LAMBROS LAMBROU: Thank you, Matt.

THE MODERATOR: I know you have a couple words to kick us off. If you have an opening statement, feel free to get going.

LAMBROS LAMBROU: Right. Okay, it's great to with everyone this afternoon. First and foremost let me start by congratulating Angel. We are absolutely thrilled on you being or Aon Risk Reward Challenge champion for 2023.

We are very, very proud of our association with the LPGA, and specifically celebrating the 5th year of this challenge.

As many of you know, the challenge really sets out to test players' ability to make better decisions on course throughout the season, and certainly Angel in winning this year's trophy you've exhibited incredible clarity and confidence.

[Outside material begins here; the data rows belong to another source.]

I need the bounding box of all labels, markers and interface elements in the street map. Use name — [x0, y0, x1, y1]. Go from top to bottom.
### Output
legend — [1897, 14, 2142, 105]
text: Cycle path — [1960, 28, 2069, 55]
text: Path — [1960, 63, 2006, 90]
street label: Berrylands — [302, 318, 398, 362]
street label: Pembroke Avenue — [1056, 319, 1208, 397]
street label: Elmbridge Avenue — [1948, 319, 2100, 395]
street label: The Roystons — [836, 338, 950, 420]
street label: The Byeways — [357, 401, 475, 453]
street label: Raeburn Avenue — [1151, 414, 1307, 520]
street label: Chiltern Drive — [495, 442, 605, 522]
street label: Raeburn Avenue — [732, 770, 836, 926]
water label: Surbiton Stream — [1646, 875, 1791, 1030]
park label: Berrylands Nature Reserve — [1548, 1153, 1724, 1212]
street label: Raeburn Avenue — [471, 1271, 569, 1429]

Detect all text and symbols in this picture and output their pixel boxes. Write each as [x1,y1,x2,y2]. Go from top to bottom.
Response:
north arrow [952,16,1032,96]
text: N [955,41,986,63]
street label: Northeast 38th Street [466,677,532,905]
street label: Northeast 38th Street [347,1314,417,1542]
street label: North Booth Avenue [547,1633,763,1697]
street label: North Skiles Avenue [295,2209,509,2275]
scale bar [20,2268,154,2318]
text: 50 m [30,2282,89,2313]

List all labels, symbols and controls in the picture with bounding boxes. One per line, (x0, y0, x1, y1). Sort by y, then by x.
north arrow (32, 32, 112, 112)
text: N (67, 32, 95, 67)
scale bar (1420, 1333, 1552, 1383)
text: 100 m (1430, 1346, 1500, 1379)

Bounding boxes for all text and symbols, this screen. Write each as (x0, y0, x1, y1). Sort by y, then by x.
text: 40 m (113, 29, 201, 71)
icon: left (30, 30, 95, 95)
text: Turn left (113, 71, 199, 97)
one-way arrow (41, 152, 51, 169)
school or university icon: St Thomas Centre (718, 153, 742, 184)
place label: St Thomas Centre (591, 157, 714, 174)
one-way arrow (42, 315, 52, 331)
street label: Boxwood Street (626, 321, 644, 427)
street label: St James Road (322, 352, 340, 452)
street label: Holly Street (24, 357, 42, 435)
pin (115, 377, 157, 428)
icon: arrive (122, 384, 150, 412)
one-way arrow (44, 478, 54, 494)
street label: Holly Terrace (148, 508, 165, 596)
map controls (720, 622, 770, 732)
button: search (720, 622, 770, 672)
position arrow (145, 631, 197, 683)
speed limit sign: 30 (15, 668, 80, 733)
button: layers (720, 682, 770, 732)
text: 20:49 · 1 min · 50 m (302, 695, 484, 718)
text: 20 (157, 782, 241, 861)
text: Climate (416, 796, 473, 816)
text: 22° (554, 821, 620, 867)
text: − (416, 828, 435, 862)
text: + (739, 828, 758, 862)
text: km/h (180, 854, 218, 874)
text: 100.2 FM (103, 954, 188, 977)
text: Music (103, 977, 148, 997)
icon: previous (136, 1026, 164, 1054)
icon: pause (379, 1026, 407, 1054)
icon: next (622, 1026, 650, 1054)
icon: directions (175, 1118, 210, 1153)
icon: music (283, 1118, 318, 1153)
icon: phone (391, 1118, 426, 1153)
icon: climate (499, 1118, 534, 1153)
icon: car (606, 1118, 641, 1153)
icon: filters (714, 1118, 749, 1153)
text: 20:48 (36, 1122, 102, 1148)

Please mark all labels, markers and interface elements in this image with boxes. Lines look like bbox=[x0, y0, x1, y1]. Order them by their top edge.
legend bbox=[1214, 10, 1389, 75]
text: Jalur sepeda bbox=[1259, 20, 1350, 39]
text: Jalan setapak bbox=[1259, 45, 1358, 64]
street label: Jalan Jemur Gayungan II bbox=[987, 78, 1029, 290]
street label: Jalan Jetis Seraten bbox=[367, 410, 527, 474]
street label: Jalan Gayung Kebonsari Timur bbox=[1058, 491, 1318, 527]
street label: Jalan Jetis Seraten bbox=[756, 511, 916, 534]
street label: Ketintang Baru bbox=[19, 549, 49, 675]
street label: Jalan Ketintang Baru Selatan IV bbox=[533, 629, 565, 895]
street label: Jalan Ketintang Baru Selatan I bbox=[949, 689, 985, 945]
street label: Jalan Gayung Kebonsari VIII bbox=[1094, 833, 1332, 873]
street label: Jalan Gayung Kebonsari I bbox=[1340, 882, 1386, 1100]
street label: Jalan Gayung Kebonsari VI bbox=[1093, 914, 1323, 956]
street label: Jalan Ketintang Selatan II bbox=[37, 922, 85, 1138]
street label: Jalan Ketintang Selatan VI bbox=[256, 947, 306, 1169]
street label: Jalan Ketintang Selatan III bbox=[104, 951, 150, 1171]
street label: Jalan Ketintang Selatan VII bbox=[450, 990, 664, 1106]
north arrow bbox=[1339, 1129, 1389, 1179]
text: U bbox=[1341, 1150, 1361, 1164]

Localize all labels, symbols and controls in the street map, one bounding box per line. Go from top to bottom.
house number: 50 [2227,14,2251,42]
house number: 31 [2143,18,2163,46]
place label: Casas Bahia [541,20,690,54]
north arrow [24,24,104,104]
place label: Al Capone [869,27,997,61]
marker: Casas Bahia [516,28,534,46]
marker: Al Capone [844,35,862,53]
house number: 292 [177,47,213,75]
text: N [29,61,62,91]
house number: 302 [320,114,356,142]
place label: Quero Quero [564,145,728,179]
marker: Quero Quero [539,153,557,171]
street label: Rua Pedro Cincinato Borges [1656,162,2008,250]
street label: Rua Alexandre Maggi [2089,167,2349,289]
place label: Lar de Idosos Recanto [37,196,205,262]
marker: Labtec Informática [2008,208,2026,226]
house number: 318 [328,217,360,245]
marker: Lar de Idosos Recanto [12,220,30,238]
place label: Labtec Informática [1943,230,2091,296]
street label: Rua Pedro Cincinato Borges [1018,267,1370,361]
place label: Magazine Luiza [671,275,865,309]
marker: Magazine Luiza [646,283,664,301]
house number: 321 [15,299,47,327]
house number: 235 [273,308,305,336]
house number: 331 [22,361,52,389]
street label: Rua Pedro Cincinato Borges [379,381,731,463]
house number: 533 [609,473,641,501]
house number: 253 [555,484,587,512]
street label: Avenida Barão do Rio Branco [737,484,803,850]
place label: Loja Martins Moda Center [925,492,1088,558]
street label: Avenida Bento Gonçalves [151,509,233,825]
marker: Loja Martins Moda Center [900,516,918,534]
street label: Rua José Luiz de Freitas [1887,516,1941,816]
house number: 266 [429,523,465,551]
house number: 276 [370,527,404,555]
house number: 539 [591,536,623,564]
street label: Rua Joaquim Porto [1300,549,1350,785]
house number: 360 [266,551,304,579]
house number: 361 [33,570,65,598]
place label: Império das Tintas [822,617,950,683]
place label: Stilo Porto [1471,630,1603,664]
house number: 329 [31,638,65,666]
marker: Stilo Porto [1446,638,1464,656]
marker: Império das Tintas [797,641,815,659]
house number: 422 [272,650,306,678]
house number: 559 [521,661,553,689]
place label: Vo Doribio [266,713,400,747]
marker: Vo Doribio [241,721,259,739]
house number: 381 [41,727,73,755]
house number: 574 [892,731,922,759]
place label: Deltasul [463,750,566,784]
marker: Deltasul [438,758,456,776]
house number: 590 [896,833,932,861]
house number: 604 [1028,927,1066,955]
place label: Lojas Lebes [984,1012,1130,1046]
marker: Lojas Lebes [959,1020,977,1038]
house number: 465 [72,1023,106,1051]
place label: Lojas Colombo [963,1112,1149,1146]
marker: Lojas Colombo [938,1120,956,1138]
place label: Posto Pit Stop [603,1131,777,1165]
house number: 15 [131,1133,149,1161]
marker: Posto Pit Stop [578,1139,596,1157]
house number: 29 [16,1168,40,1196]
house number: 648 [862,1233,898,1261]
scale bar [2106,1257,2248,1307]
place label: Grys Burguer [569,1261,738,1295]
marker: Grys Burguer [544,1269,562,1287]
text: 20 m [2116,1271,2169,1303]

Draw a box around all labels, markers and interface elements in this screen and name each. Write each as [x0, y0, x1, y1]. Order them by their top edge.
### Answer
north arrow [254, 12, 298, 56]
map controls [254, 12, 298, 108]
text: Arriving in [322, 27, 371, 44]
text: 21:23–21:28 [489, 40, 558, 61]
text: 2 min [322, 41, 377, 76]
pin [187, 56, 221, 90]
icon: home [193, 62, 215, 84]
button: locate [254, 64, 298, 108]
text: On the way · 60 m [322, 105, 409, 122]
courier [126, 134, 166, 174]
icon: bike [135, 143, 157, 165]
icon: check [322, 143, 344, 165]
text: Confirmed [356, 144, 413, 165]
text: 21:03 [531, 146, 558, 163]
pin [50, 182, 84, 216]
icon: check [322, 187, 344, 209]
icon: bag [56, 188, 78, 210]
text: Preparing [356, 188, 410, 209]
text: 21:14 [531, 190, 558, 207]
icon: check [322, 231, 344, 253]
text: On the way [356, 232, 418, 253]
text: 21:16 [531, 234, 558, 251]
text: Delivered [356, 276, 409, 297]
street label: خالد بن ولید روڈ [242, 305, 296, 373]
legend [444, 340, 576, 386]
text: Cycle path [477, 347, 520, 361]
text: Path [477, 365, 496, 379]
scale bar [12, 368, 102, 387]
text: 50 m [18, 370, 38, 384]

Whilst this year you've been incredibly successful and won many, many things, we are delighted to be able to add the Risk Reward Challenge to your list of accolades.

So congratulations, Angel.

ANGEL YIN: Thank you.

THE MODERATOR: As you said, Angel, just how does it feel to add the Aon Risk Reward Challenge to your resume of an already great season?

ANGEL YIN: Feels $1 million better. (Smiling.) I mean, everyone is highlighting the $1 million, so might as well highlight it more. It's really special. It's a big prize fund, and it's pretty challenging, to be honest, for the entire season, so it's special.

THE MODERATOR: Absolutely. Angel, can you tell us about some of the decision making that went into some of your shots on course, especially towards the end and Shanghai and BMW when the race really started to tighten?

ANGEL YIN: Yeah, I really like this question, because I got briefed before, and I actually like -- I've been pretty strategic on this, because like, it's no lie, Shanghai I had it in my head -- because going into it I knew the position I was in.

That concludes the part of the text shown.